Parallel gaussian channel and water-filling I need help with one of the problems in the Cover and Thomas book "Elements of Information Theory".
The question is about two parallel gaussian channels, with input $X_i$, output $Y_i$ and noise $Z_i$, $i = 1, 2$. $Z_1 \sim N(0,N_1)$ and $Z_2 \sim N(0,N_2)$ are independent Gaussian random variables and $Y_i = X_i + Z_i$. We wish to allocate power to the two parallel channels. Let $\beta_1$ and
$\beta_2$ be fixed. Consider a total cost constraint $\beta_1P_1 + \beta_1P_2 \le \beta$, where $P_i$ is the power allocated to the $i^{th}$ channel and $\beta_i$ is the cost per unit power in that channel. Thus $P_1 \ge 0$ and $P_2 \ge 0$ can be chosen subject to the cost constraint $\beta$. Evaluate the capacity and find $P_1$, $P_2$ that achieve capacity for $\beta_1 = 1, \beta_2 = 2, N_1 = 3, N_2 = 2$ and $\beta = 10$.
The solution says that 

We put all the signal power into the channel with less weighted noise
  ($\beta_iN_i$) until the total weighted power of noise + signal in
  that channel equals the weighted noise power in the other channel.
  After that, we will split any additional power between the two
channels according to their weights.

I don't understand the bolded part. I thought that in water-filling, once the difference between the two channels is "filled", then the additional power is split evenly between the two channels? Like in the figure below, once the power is added to the red line, the additional power is then allocated equally between the 2 channels (blue level). At least that's what I got intuitively based on the concept of "water-filling".

Also, for the calculation of the capacity, the solution says that 

Power is put into channel 1 until $\beta = 1$. After that we would put
  power according to their weights, i.e. we would divide remaining power
  of 9 in the ratio 2 is to 1. Thus we would set $P_1 = 6 + 1$ and $P_2 = 3$,
  and so that $v = 10$.

My thinking is as follows.
$$\beta_1P_1 = v - \beta_1N_1$$
$$\beta_2P_2 = v - \beta_2N_2$$
Hence, for the 2 channels, we have
$$2v = \beta_1P_1 + \beta_2P_2 + \beta_1N_1 + \beta_2N_2$$
Substituting the values, I have
$$2v = P_1 + 2P_2 + 7$$
$P_1 + 2P_2$ have to satisfy the constraint $\beta \le 10$, so setting it as 10, I have 
$$v = 8.5$$ 
$$P_1 = 8.5 - 3 = 5.5$$
$$P_2 = 0.5(8.5-4) = 2.25$$
Capacity is calculated accordingly.
Am I wrong in my approach?
 A: 
I thought that in water-filling, once the difference between the two channels is "filled", then the additional power is split evenly between the two channels

That's when the channels have the same cost.
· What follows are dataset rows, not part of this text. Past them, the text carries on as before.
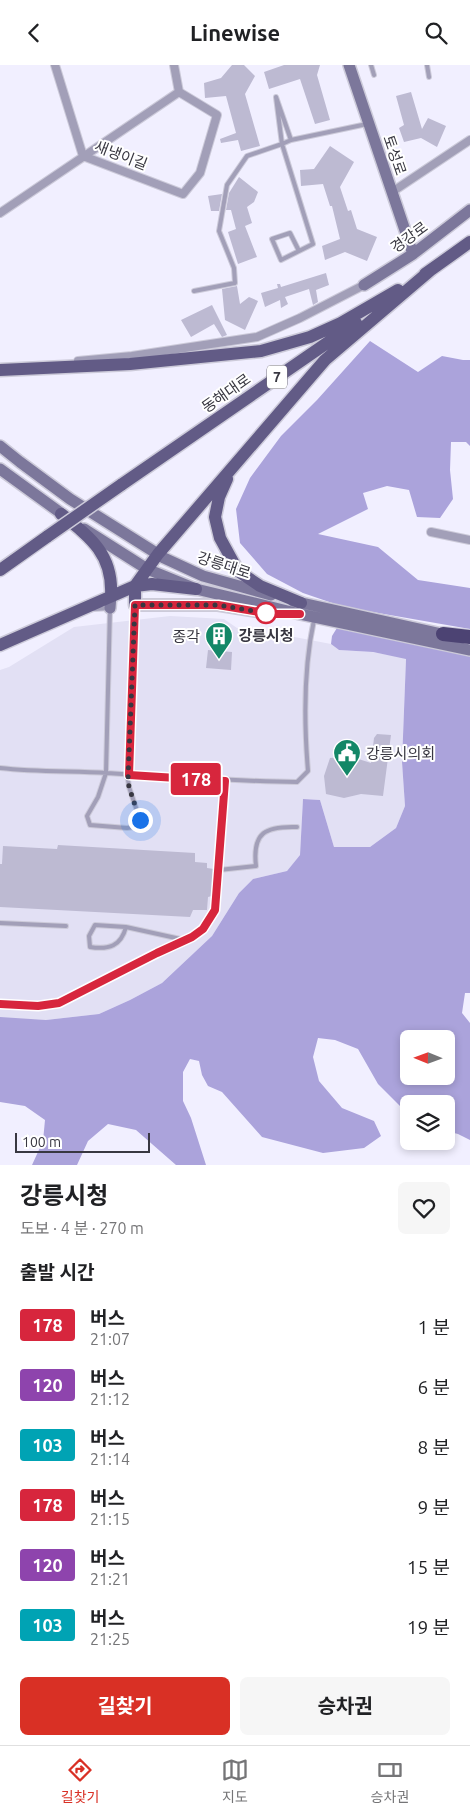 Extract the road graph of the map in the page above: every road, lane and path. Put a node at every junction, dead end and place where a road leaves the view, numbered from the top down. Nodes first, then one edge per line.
1 (55, 65) edge
2 (174, 65) edge
3 (349, 65) edge
4 (371, 65) edge
5 (427, 65) edge
6 (374, 75) dead end
7 (429, 77) dead end
8 (178, 92) junction
9 (369, 124) junction
10 (291, 140) junction
11 (470, 141) edge
12 (282, 144) junction
13 (83, 156) junction
14 (392, 192) junction
15 (470, 210) edge
16 (0, 213) edge
17 (470, 242) edge
18 (299, 251) junction
19 (413, 254) junction
20 (432, 269) junction
21 (420, 278) junction
22 (364, 285) joint
23 (194, 291) dead end
24 (0, 366) edge
25 (0, 370) edge
26 (0, 446) edge
27 (0, 469) edge
28 (231, 469) junction
29 (61, 514) junction
30 (431, 532) dead end
31 (470, 540) edge
32 (158, 554) junction
33 (147, 569) junction
34 (0, 570) edge
35 (135, 586) junction
36 (196, 589) junction
37 (110, 602) junction
38 (135, 605) junction
39 (300, 609) junction
40 (315, 617) junction
41 (443, 634) joint
42 (470, 638) edge
43 (0, 645) edge
44 (470, 650) edge
45 (0, 768) edge
46 (106, 773) junction
47 (129, 775) junction
48 (225, 781) junction
49 (297, 827) dead end
50 (219, 870) junction
51 (0, 923) edge
52 (66, 926) dead end
53 (126, 927) junction
54 (185, 940) junction
55 (0, 1004) edge

1 - 13 street, 새냉이길
2 - 8 street
3 - 9 street, 토성로
4 - 6 lane
5 - 7 lane
8 - 13 street
8 - 13 street, 새냉이길
9 - 10 lane
9 - 14 street, 토성로
10 - 12 lane
10 - 12 lane
11 - 14 street
12 - 18 lane
12 - 23 lane
13 - 16 street
14 - 19 street, 토성로
15 - 19 street, 경강로
17 - 20 main road, 동해대로 / 7
18 - 18 lane
19 - 22 street, 경강로
20 - 21 main road, 동해대로 / 7
20 - 28 main road
21 - 25 main road
21 - 34 main road, 동해대로 / 7, bridge
22 - 24 street
26 - 32 street, 강릉대로
27 - 29 street, 강릉대로
28 - 32 main road
28 - 39 main road
29 - 33 street, 강릉대로
29 - 37 main road
30 - 31 street
32 - 33 main road
32 - 39 street, 강릉대로
33 - 35 main road
33 - 36 street, 강릉대로
35 - 36 main road
35 - 37 main road
35 - 38 main road
36 - 39 street, 강릉대로
37 - 43 main road
37 - 46 lane
38 - 39 street
38 - 47 lane
39 - 40 street, 강릉대로
39 - 41 street, 강릉대로
40 - 44 street, 강릉대로
40 - 48 lane
41 - 42 highway
45 - 46 lane
46 - 47 lane
46 - 47 lane
47 - 48 lane
48 - 50 lane
49 - 50 lane
50 - 54 lane
51 - 52 lane
53 - 53 lane
53 - 54 lane
54 - 55 lane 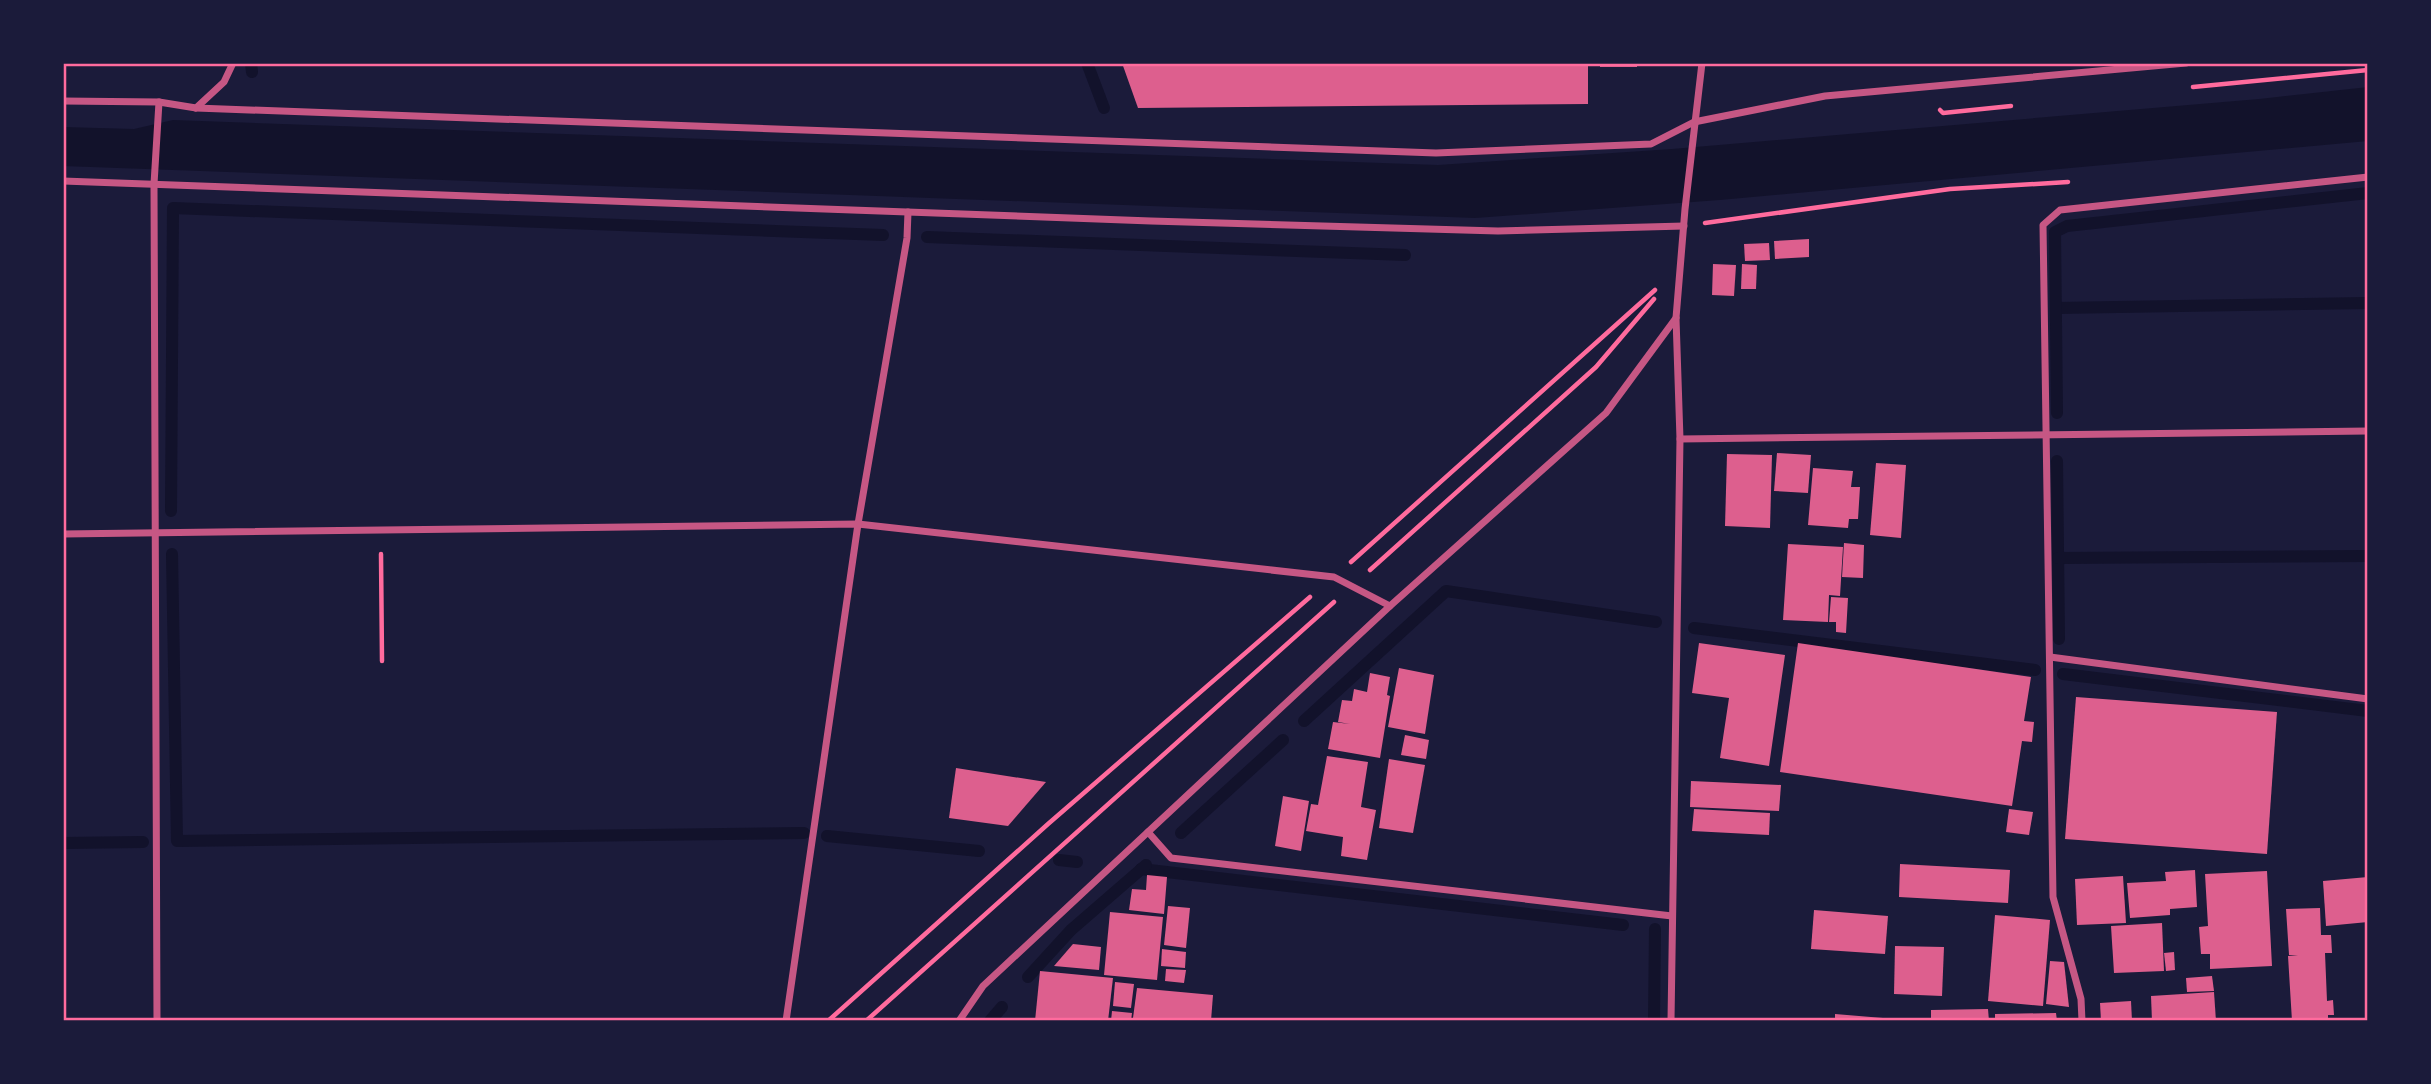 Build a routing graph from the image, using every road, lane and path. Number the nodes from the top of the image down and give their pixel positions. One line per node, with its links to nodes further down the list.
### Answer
1 (233, 63): 6 (street)
2 (1702, 63): 7 (street)
3 (2186, 63): 7 (street)
4 (63, 101): 5 (street)
5 (159, 102): 6 (street); 10 (street)
6 (195, 108): 7 (street)
7 (1694, 122): 13 (street)
8 (2368, 177): 17 (street)
9 (63, 181): 10 (street)
10 (155, 182): 12 (street); 21 (street)
11 (2076, 182): 13 (path)
12 (908, 212): 13 (street); 19 (street)
13 (1684, 226): 14 (street)
14 (1679, 269): 15 (street); 23 (path); 24 (path)
15 (1676, 317): 18 (street); 25 (street)
16 (2368, 431): 17 (street)
17 (2046, 434): 18 (street); 26 (street)
18 (1680, 439): 30 (street)
19 (858, 524): 20 (street); 23 (street); 32 (street)
20 (380, 530): 21 (street); 27 (path)
21 (156, 533): 22 (street); 31 (street)
22 (63, 534)
23 (1334, 577): 24 (street); 33 (path)
24 (1352, 586): 25 (street); 34 (path)
25 (1390, 606): 29 (street)
26 (2050, 657): 28 (street); 37 (street)
27 (382, 662)
28 (2368, 699)
29 (1148, 832): 30 (street); 35 (street)
30 (1672, 916): 36 (street)
31 (157, 1021)
32 (786, 1021)
33 (828, 1021)
34 (866, 1021)
35 (959, 1021)
36 (1671, 1021)
37 (2082, 1021)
That's not the case here. But you can transform this problem to that one:
Here, we wish to maximize 
$$\log\left(1  + \frac{P_1}{N_1}\right) + \log\left(1  +  \frac{P_2}{N_2}\right)$$
subject to the restriction
$$\beta_1P_1 + \beta_2 P_2 \le \beta$$
Let's call $p_1= \beta_1 P_1$, $n_1=\beta_1 N_1$, etc. Then the objective function is now
$$\log\left(1  + \frac{p_1}{n_1}\right) + \log\left(1  +  \frac{p_2}{n_2}\right)$$
subject to the restriction
$$p_1 + p_2 \le  \beta$$
In the example: $\beta_1=1$, $\beta_2=2$, $n_1=3$, $n_2=4$, $\beta=10$.
Now, this is the standard allocation problem (studied in the textbook), which is solved by the waterfilling procedure: we take the less noisy channel (here, channel $1$), assign the difference ($1=n_2-n_1$) to it, and then distribute the remaining power ($\beta-1=9$) equally to both channels. 
(Note that to split the "transfomed" powers $p_1,p_2$ evenly is equivalent to split the original/real powers $P_1,P_2$ inversely proportionally to their weights; hence the quoted solution is right).